**TASK:** Would you reproduce all of the entries below, character for character?

**Stored data entries:**
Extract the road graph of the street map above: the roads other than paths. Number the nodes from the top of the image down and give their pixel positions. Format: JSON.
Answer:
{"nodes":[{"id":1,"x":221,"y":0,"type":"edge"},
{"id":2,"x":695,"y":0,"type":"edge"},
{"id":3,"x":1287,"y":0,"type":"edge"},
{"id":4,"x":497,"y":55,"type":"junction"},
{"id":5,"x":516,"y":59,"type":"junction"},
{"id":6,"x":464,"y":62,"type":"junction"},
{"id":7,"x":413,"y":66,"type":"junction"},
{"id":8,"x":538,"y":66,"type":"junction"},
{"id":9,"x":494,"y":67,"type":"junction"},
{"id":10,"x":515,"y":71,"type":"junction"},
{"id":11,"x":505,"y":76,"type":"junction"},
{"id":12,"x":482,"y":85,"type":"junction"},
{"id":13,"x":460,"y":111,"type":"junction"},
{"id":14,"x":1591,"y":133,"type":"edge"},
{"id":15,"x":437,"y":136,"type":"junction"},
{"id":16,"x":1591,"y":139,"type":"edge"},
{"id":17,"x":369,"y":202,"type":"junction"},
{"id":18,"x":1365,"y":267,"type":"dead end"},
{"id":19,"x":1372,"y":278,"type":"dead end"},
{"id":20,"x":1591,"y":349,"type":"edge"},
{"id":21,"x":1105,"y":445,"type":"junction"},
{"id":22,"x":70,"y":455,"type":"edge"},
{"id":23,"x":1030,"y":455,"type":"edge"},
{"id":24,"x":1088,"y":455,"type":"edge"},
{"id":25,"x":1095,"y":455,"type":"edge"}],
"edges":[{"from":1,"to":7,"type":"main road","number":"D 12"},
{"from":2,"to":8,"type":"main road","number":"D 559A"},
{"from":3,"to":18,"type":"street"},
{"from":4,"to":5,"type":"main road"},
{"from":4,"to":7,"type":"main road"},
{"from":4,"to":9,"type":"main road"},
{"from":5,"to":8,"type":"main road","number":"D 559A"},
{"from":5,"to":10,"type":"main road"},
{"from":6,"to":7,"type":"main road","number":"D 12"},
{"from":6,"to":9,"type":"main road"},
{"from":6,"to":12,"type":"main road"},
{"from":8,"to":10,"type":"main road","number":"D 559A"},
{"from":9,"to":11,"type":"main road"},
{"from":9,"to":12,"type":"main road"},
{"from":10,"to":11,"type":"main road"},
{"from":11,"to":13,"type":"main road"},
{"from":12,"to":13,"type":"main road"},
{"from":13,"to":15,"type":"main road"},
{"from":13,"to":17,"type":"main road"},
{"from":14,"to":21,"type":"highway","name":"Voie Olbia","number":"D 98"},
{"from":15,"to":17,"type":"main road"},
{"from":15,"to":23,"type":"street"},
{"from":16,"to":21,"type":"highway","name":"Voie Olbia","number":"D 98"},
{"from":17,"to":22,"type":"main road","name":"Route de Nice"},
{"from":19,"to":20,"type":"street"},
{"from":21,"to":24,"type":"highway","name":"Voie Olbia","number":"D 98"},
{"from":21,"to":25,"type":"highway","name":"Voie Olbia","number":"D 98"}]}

**THE COMPLETED TASK:**
Extract the road graph of the street map above: the roads other than paths. Number the nodes from the top of the image down and give their pixel positions. Format: JSON.
Answer:
{"nodes":[{"id":1,"x":221,"y":0,"type":"edge"},
{"id":2,"x":695,"y":0,"type":"edge"},
{"id":3,"x":1287,"y":0,"type":"edge"},
{"id":4,"x":497,"y":55,"type":"junction"},
{"id":5,"x":516,"y":59,"type":"junction"},
{"id":6,"x":464,"y":62,"type":"junction"},
{"id":7,"x":413,"y":66,"type":"junction"},
{"id":8,"x":538,"y":66,"type":"junction"},
{"id":9,"x":494,"y":67,"type":"junction"},
{"id":10,"x":515,"y":71,"type":"junction"},
{"id":11,"x":505,"y":76,"type":"junction"},
{"id":12,"x":482,"y":85,"type":"junction"},
{"id":13,"x":460,"y":111,"type":"junction"},
{"id":14,"x":1591,"y":133,"type":"edge"},
{"id":15,"x":437,"y":136,"type":"junction"},
{"id":16,"x":1591,"y":139,"type":"edge"},
{"id":17,"x":369,"y":202,"type":"junction"},
{"id":18,"x":1365,"y":267,"type":"dead end"},
{"id":19,"x":1372,"y":278,"type":"dead end"},
{"id":20,"x":1591,"y":349,"type":"edge"},
{"id":21,"x":1105,"y":445,"type":"junction"},
{"id":22,"x":70,"y":455,"type":"edge"},
{"id":23,"x":1030,"y":455,"type":"edge"},
{"id":24,"x":1088,"y":455,"type":"edge"},
{"id":25,"x":1095,"y":455,"type":"edge"}],
"edges":[{"from":1,"to":7,"type":"main road","number":"D 12"},
{"from":2,"to":8,"type":"main road","number":"D 559A"},
{"from":3,"to":18,"type":"street"},
{"from":4,"to":5,"type":"main road"},
{"from":4,"to":7,"type":"main road"},
{"from":4,"to":9,"type":"main road"},
{"from":5,"to":8,"type":"main road","number":"D 559A"},
{"from":5,"to":10,"type":"main road"},
{"from":6,"to":7,"type":"main road","number":"D 12"},
{"from":6,"to":9,"type":"main road"},
{"from":6,"to":12,"type":"main road"},
{"from":8,"to":10,"type":"main road","number":"D 559A"},
{"from":9,"to":11,"type":"main road"},
{"from":9,"to":12,"type":"main road"},
{"from":10,"to":11,"type":"main road"},
{"from":11,"to":13,"type":"main road"},
{"from":12,"to":13,"type":"main road"},
{"from":13,"to":15,"type":"main road"},
{"from":13,"to":17,"type":"main road"},
{"from":14,"to":21,"type":"highway","name":"Voie Olbia","number":"D 98"},
{"from":15,"to":17,"type":"main road"},
{"from":15,"to":23,"type":"street"},
{"from":16,"to":21,"type":"highway","name":"Voie Olbia","number":"D 98"},
{"from":17,"to":22,"type":"main road","name":"Route de Nice"},
{"from":19,"to":20,"type":"street"},
{"from":21,"to":24,"type":"highway","name":"Voie Olbia","number":"D 98"},
{"from":21,"to":25,"type":"highway","name":"Voie Olbia","number":"D 98"}]}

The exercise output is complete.